The book features chapters on education, energy, immigration, monetary, regulatory, and tax policy as well as other issues. There is also a chapter on the housing industry by Vernon Smith and Steve Gjerstad that offers new research into the role housing plays in predicting the direction of the national economy.

The target of sustained 4% annual GDP growth is not universally accepted among economists. Even some of the authors of chapters in The 4% Solution disagree that such an accelerated growth rate is possible on a sustained basis in the United States. Robert E. Lucas, Jr., for example, is noted in an introductory chapter as being skeptical that such a growth rate is sustainable in the U.S.

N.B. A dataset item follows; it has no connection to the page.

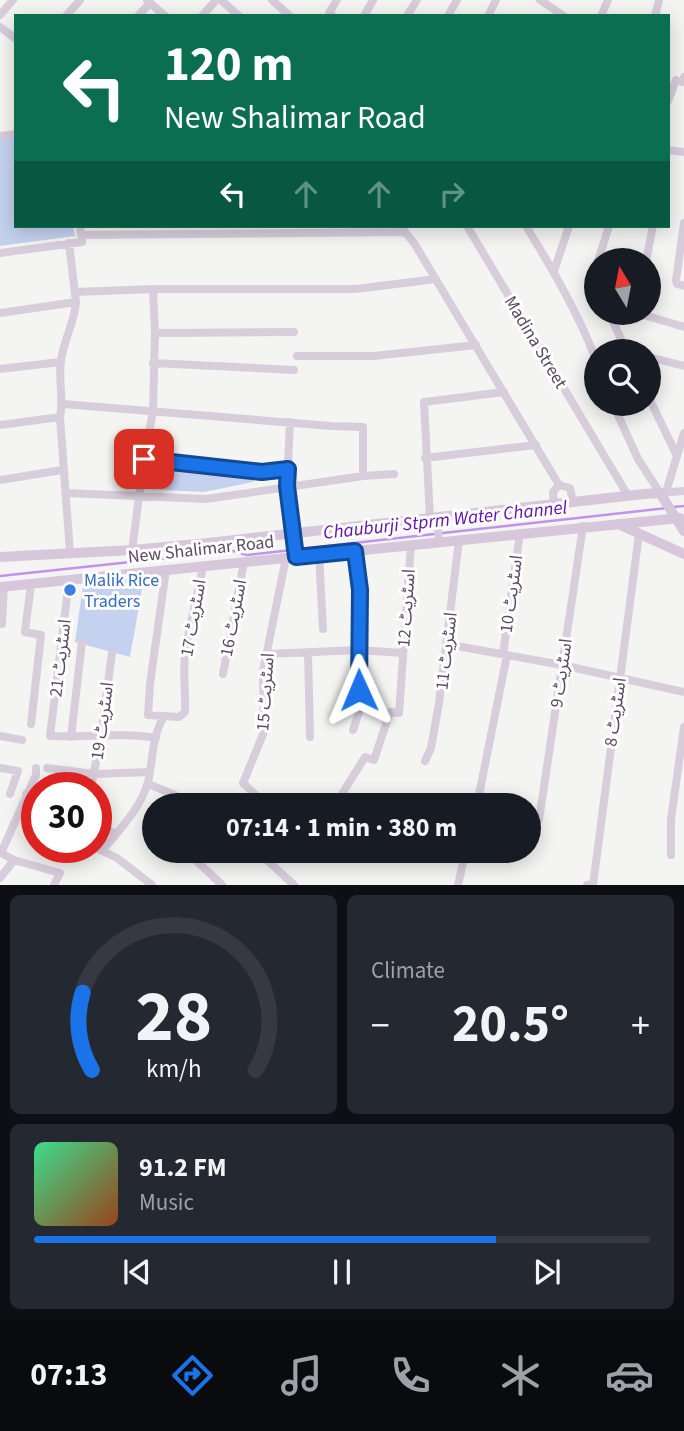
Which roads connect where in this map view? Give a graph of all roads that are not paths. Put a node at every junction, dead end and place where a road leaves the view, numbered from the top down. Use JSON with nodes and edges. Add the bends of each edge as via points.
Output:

His caution is particularly noteworthy because he was a leading economic growth theorist. He also wrote a paper for the Federal Reserve Bank of Minneapolis in 2004 that considered economic growth rates throughout history and calculated that global economic growth rates were stagnant at 1% before the industrial revolution and have accelerated in the centuries since to reach around 4% globally. As noted in the book, global growth of 4% is possible because several countries, such as China, can grow at a much faster rate as they "catch up" to more industrialized nations, while its hard for those nations already industrialized to grow at such a rate for a sustained period of time.

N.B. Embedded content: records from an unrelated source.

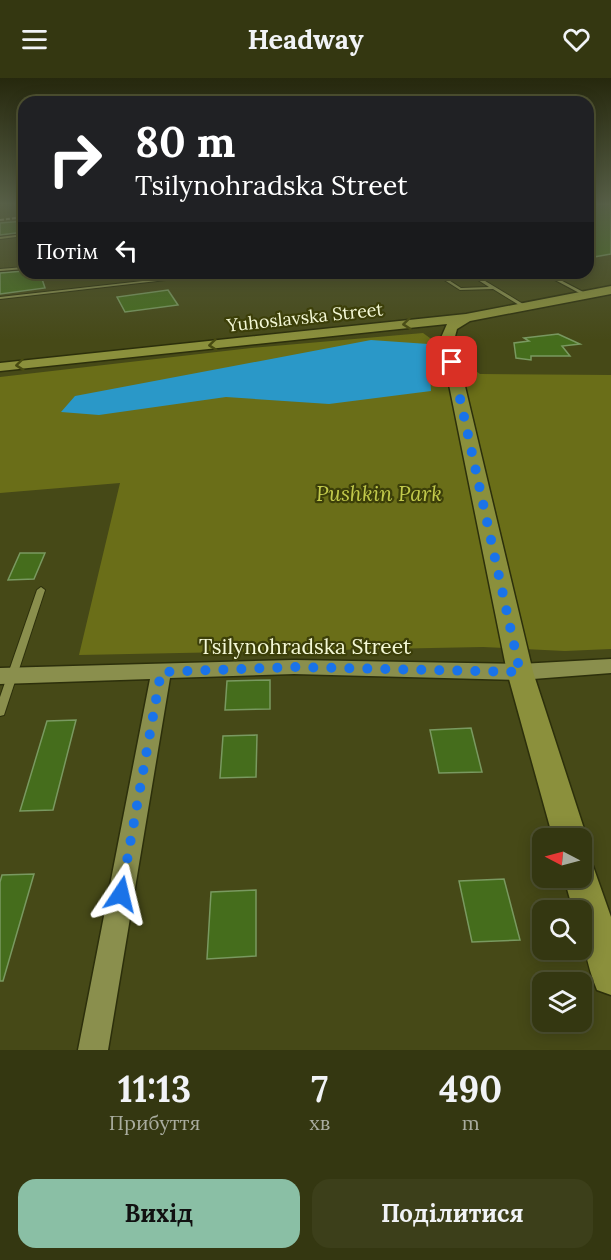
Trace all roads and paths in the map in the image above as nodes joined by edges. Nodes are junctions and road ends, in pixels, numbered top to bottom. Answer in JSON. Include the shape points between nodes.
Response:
{"nodes":[{"id":1,"x":18,"y":268,"type":"edge"},
{"id":2,"x":0,"y":270,"type":"edge"},
{"id":3,"x":176,"y":279,"type":"edge"},
{"id":4,"x":445,"y":279,"type":"edge"},
{"id":5,"x":479,"y":279,"type":"edge"},
{"id":6,"x":556,"y":279,"type":"edge"},
{"id":7,"x":143,"y":280,"type":"joint"},
{"id":8,"x":494,"y":288,"type":"junction"},
{"id":9,"x":611,"y":290,"type":"edge"},
{"id":10,"x":587,"y":295,"type":"junction"},
{"id":11,"x":0,"y":298,"type":"edge"},
{"id":12,"x":526,"y":307,"type":"junction"},
{"id":13,"x":465,"y":318,"type":"junction"},
{"id":14,"x":0,"y":367,"type":"edge"},
{"id":15,"x":41,"y":590,"type":"dead end"},
{"id":16,"x":611,"y":666,"type":"edge"},
{"id":17,"x":161,"y":672,"type":"junction"},
{"id":18,"x":520,"y":672,"type":"junction"},
{"id":19,"x":7,"y":675,"type":"edge"},
{"id":20,"x":0,"y":712,"type":"edge"},
{"id":21,"x":567,"y":828,"type":"edge"},
{"id":22,"x":584,"y":888,"type":"edge"},
{"id":23,"x":611,"y":976,"type":"edge"},
{"id":24,"x":93,"y":1050,"type":"edge"}],
"edges":[{"from":1,"to":2,"type":"lane"},
{"from":3,"to":7,"type":"lane"},
{"from":4,"to":8,"type":"lane","via":[[460,289]]},
{"from":5,"to":8,"type":"lane"},
{"from":6,"to":10,"type":"lane"},
{"from":7,"to":11,"type":"lane"},
{"from":8,"to":12,"type":"lane"},
{"from":9,"to":10,"type":"main road","name":"Yuhoslavska Street"},
{"from":10,"to":12,"type":"main road","name":"Yuhoslavska Street"},
{"from":12,"to":13,"type":"main road","name":"Yuhoslavska Street"},
{"from":13,"to":14,"type":"main road","name":"Yuhoslavska Street","one_way":true},
{"from":13,"to":18,"type":"main road","via":[[451,327],[447,340]]},
{"from":15,"to":19,"type":"lane"},
{"from":16,"to":18,"type":"street","name":"Tsilynohradska Street"},
{"from":17,"to":18,"type":"street","name":"Tsilynohradska Street","via":[[294,667]]},
{"from":17,"to":19,"type":"street","name":"Tsilynohradska Street"},
{"from":17,"to":24,"type":"street"},
{"from":18,"to":21,"type":"main road"},
{"from":19,"to":20,"type":"lane"},
{"from":22,"to":23,"type":"main road"}]}
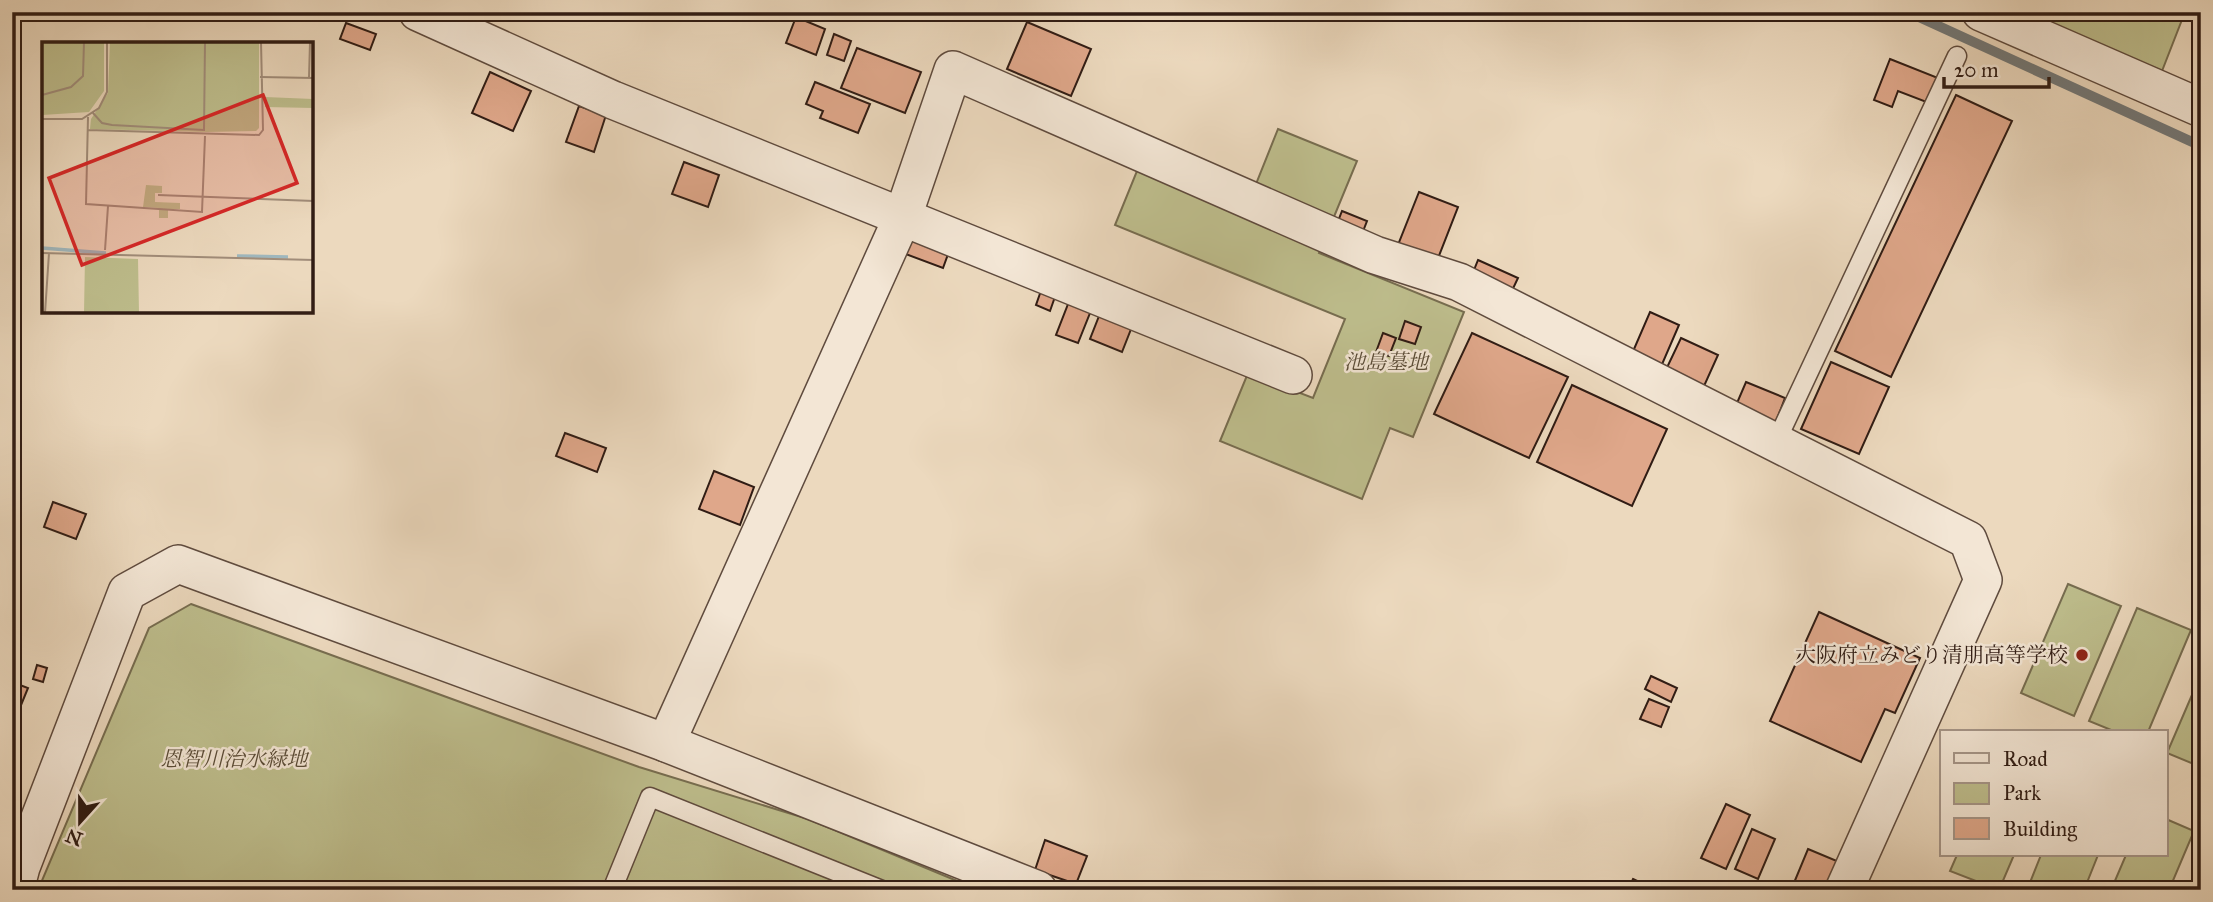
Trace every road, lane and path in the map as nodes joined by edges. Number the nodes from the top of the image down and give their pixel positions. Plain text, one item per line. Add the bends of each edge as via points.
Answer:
1 (418, 12) edge
2 (1981, 12) edge
3 (1957, 56) dead end
4 (2201, 108) edge
5 (902, 216) junction
6 (1293, 375) dead end
7 (1776, 442) junction
8 (666, 743) junction
9 (15, 890) edge
10 (612, 890) edge
11 (882, 890) edge
12 (1038, 890) edge
13 (1844, 890) edge

1 - 5 street via 613,100
2 - 4 street
3 - 7 lane
5 - 6 street
5 - 7 street via 953,70 1375,255 1459,282
5 - 8 street
7 - 13 street via 1968,540 1983,580
8 - 9 street via 178,564 127,592
8 - 12 street
10 - 11 lane via 650,797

According to a review published in The New York Times, "The ideas in the book include lowering corporate tax rates, shifting away from taxing income to taxing consumption and property, promoting innovation by letting professors keep gains from their research, expanding free-trade pacts with Japan and other countries, refocusing immigration policy to recruit more high-skill workers, and expanding the work force by lowering payroll taxes on employees with children."

==Critical reception==
In The Daily Beast, Paul Begala wrote that Bush was "right to focus on growth", adding "Growth is the secret sauce." The Asia Times "agree[d] with the authors of the Bush Institute volume that the entrepreneurial engine can be jump-started" as opposing to "derid[ing]" entrepreneurship "as in Obama's now infamous 'You didn't build that!' gaffe". However, they suggested the book's solutions were "like Pascal's wager". Adding that "economics is more like medicine than rocket science", they suggested that those solutions would have to be tested to know if they would lead to positive results. They concluded that should those solutions not be applied immediately (in 2012), "the medicine may no longer work" four years later (in 2016).